The Digital Public Library of America (DPLA) is close to two years old, and contains millions of books, manuscripts, photographs, maps, works of art, and audiovisual material, all of it freely available from over a thousand partner libraries, archives, and museums. DPLA executive director Dan Cohen will be giving a talk that explores how you can make discoveries in the massive collection using DPLA’s innovative search tools, such as its map interface. In addition, he will provide a deeper look at the data underlying modern libraries and how this data can enable transformative uses of our shared cultural heritage.
Date: February 24, 2015
Location: 126 Graduate School of Library and Information Science (GSLIS)
501 E. Daniel St., Champaign
About the Speaker:
Dan Cohen is the founding Executive Director of the Digital Public Library of America. Until 2013, Cohen was a Professor of History in the Department of History and Art History at George Mason University and the Director of the Roy Rosenzweig Center for History and New Media. His personal research has been in digital humanities, broadly constructed: the impact of new media and technology on all aspects of knowledge, from the nature of digitized resources to twenty-first century research techniques and software tools to the changing landscape of communication and publication. At the Roy Rosenzweig Center for History and New Media he oversaw projects ranging from PressForward to the September 11 Digital Archive to the popular Zotero research tool. He received his bachelor’s degree from Princeton, a master’s from Harvard, and his doctorate from Yale.

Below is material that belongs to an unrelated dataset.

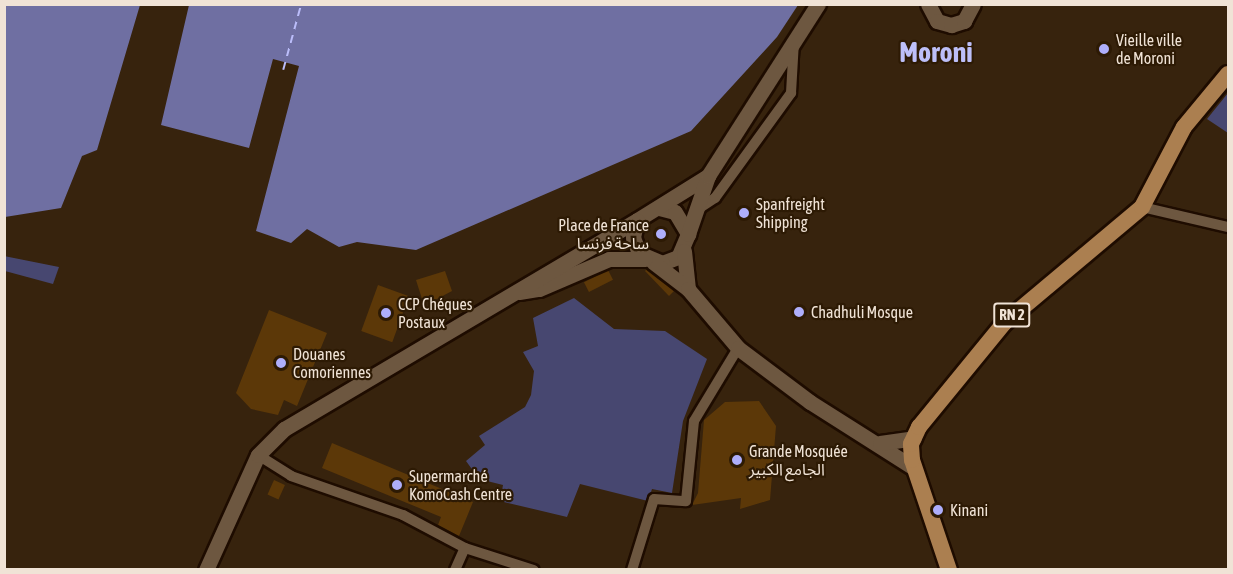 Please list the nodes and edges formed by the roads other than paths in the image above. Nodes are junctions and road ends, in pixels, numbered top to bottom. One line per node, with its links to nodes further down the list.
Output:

Cohen is the inaugural recipient of the American Council of Learned Societies’ Digital Innovation Fellowship. In 2011, he received the Frederick G. Kilgour Award from the American Library Association for his work in digital humanities. In 2012, he was named one of the top “tech innovators” in academia by the Chronicle of Higher Education.
He is the co-author of Digital History: A Guide to Gathering, Preserving, and Presenting the Past on the Web (University of Pennsylvania Press, 2005), author of Equations from God: Pure Mathematics and Victorian Faith (Johns Hopkins University Press, 2007), and co-editor of Hacking the Academy (University of Michigan Press, 2012). He has published articles and book chapters on new media, the history of mathematics and religion, the teaching of history, scholarly communication, and the future of the humanities in a digital age in esteemed journals and his work has been featured frequently in The New York Times, The Washington Post, The Chronicle of Higher Education, and Times Higher Education.
This event is free and open to the public.